##### The records #####
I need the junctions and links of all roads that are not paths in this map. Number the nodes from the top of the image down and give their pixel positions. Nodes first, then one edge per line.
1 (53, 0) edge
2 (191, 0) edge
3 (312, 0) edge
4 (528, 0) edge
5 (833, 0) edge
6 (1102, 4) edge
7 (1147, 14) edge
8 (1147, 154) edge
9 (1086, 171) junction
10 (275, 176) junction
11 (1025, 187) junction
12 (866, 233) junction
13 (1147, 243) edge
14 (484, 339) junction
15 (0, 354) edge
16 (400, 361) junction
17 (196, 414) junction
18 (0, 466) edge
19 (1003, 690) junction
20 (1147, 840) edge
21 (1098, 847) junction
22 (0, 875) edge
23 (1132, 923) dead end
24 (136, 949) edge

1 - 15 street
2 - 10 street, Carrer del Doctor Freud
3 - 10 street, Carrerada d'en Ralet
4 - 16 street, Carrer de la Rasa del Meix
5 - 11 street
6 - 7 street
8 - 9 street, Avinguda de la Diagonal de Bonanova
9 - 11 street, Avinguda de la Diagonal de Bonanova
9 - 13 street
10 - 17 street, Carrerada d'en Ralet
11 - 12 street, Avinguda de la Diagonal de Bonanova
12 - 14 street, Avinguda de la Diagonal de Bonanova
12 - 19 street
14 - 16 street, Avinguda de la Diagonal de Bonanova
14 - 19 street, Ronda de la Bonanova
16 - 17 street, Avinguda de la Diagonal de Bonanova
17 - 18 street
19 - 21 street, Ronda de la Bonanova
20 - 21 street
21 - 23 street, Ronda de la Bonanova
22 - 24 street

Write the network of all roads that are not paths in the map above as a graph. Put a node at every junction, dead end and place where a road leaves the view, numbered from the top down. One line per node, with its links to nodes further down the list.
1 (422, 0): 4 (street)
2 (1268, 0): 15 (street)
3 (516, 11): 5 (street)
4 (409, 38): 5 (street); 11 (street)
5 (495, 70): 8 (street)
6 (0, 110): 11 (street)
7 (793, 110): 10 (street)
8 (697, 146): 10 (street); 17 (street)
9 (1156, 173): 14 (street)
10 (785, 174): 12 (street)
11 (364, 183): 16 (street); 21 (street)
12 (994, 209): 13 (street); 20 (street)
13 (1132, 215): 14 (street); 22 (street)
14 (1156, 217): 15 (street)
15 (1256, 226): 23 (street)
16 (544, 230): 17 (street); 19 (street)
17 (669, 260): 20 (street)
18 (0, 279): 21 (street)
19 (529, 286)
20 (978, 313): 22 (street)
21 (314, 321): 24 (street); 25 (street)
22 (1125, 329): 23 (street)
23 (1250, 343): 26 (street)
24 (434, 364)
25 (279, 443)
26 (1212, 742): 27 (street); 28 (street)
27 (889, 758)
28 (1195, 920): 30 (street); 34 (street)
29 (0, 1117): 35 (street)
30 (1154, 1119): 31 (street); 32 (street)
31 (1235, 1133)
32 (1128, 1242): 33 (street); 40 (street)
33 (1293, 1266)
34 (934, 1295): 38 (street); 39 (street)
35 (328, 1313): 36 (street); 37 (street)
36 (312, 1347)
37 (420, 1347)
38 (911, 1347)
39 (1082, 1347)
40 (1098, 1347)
#####
Your objective: Beginning with the opening line and ending with the final one, transcribe the material exactly.

Solution for this exercise:
I need the junctions and links of all roads that are not paths in this map. Number the nodes from the top of the image down and give their pixel positions. Nodes first, then one edge per line.
1 (53, 0) edge
2 (191, 0) edge
3 (312, 0) edge
4 (528, 0) edge
5 (833, 0) edge
6 (1102, 4) edge
7 (1147, 14) edge
8 (1147, 154) edge
9 (1086, 171) junction
10 (275, 176) junction
11 (1025, 187) junction
12 (866, 233) junction
13 (1147, 243) edge
14 (484, 339) junction
15 (0, 354) edge
16 (400, 361) junction
17 (196, 414) junction
18 (0, 466) edge
19 (1003, 690) junction
20 (1147, 840) edge
21 (1098, 847) junction
22 (0, 875) edge
23 (1132, 923) dead end
24 (136, 949) edge

1 - 15 street
2 - 10 street, Carrer del Doctor Freud
3 - 10 street, Carrerada d'en Ralet
4 - 16 street, Carrer de la Rasa del Meix
5 - 11 street
6 - 7 street
8 - 9 street, Avinguda de la Diagonal de Bonanova
9 - 11 street, Avinguda de la Diagonal de Bonanova
9 - 13 street
10 - 17 street, Carrerada d'en Ralet
11 - 12 street, Avinguda de la Diagonal de Bonanova
12 - 14 street, Avinguda de la Diagonal de Bonanova
12 - 19 street
14 - 16 street, Avinguda de la Diagonal de Bonanova
14 - 19 street, Ronda de la Bonanova
16 - 17 street, Avinguda de la Diagonal de Bonanova
17 - 18 street
19 - 21 street, Ronda de la Bonanova
20 - 21 street
21 - 23 street, Ronda de la Bonanova
22 - 24 street

Write the network of all roads that are not paths in the map above as a graph. Put a node at every junction, dead end and place where a road leaves the view, numbered from the top down. One line per node, with its links to nodes further down the list.
1 (422, 0): 4 (street)
2 (1268, 0): 15 (street)
3 (516, 11): 5 (street)
4 (409, 38): 5 (street); 11 (street)
5 (495, 70): 8 (street)
6 (0, 110): 11 (street)
7 (793, 110): 10 (street)
8 (697, 146): 10 (street); 17 (street)
9 (1156, 173): 14 (street)
10 (785, 174): 12 (street)
11 (364, 183): 16 (street); 21 (street)
12 (994, 209): 13 (street); 20 (street)
13 (1132, 215): 14 (street); 22 (street)
14 (1156, 217): 15 (street)
15 (1256, 226): 23 (street)
16 (544, 230): 17 (street); 19 (street)
17 (669, 260): 20 (street)
18 (0, 279): 21 (street)
19 (529, 286)
20 (978, 313): 22 (street)
21 (314, 321): 24 (street); 25 (street)
22 (1125, 329): 23 (street)
23 (1250, 343): 26 (street)
24 (434, 364)
25 (279, 443)
26 (1212, 742): 27 (street); 28 (street)
27 (889, 758)
28 (1195, 920): 30 (street); 34 (street)
29 (0, 1117): 35 (street)
30 (1154, 1119): 31 (street); 32 (street)
31 (1235, 1133)
32 (1128, 1242): 33 (street); 40 (street)
33 (1293, 1266)
34 (934, 1295): 38 (street); 39 (street)
35 (328, 1313): 36 (street); 37 (street)
36 (312, 1347)
37 (420, 1347)
38 (911, 1347)
39 (1082, 1347)
40 (1098, 1347)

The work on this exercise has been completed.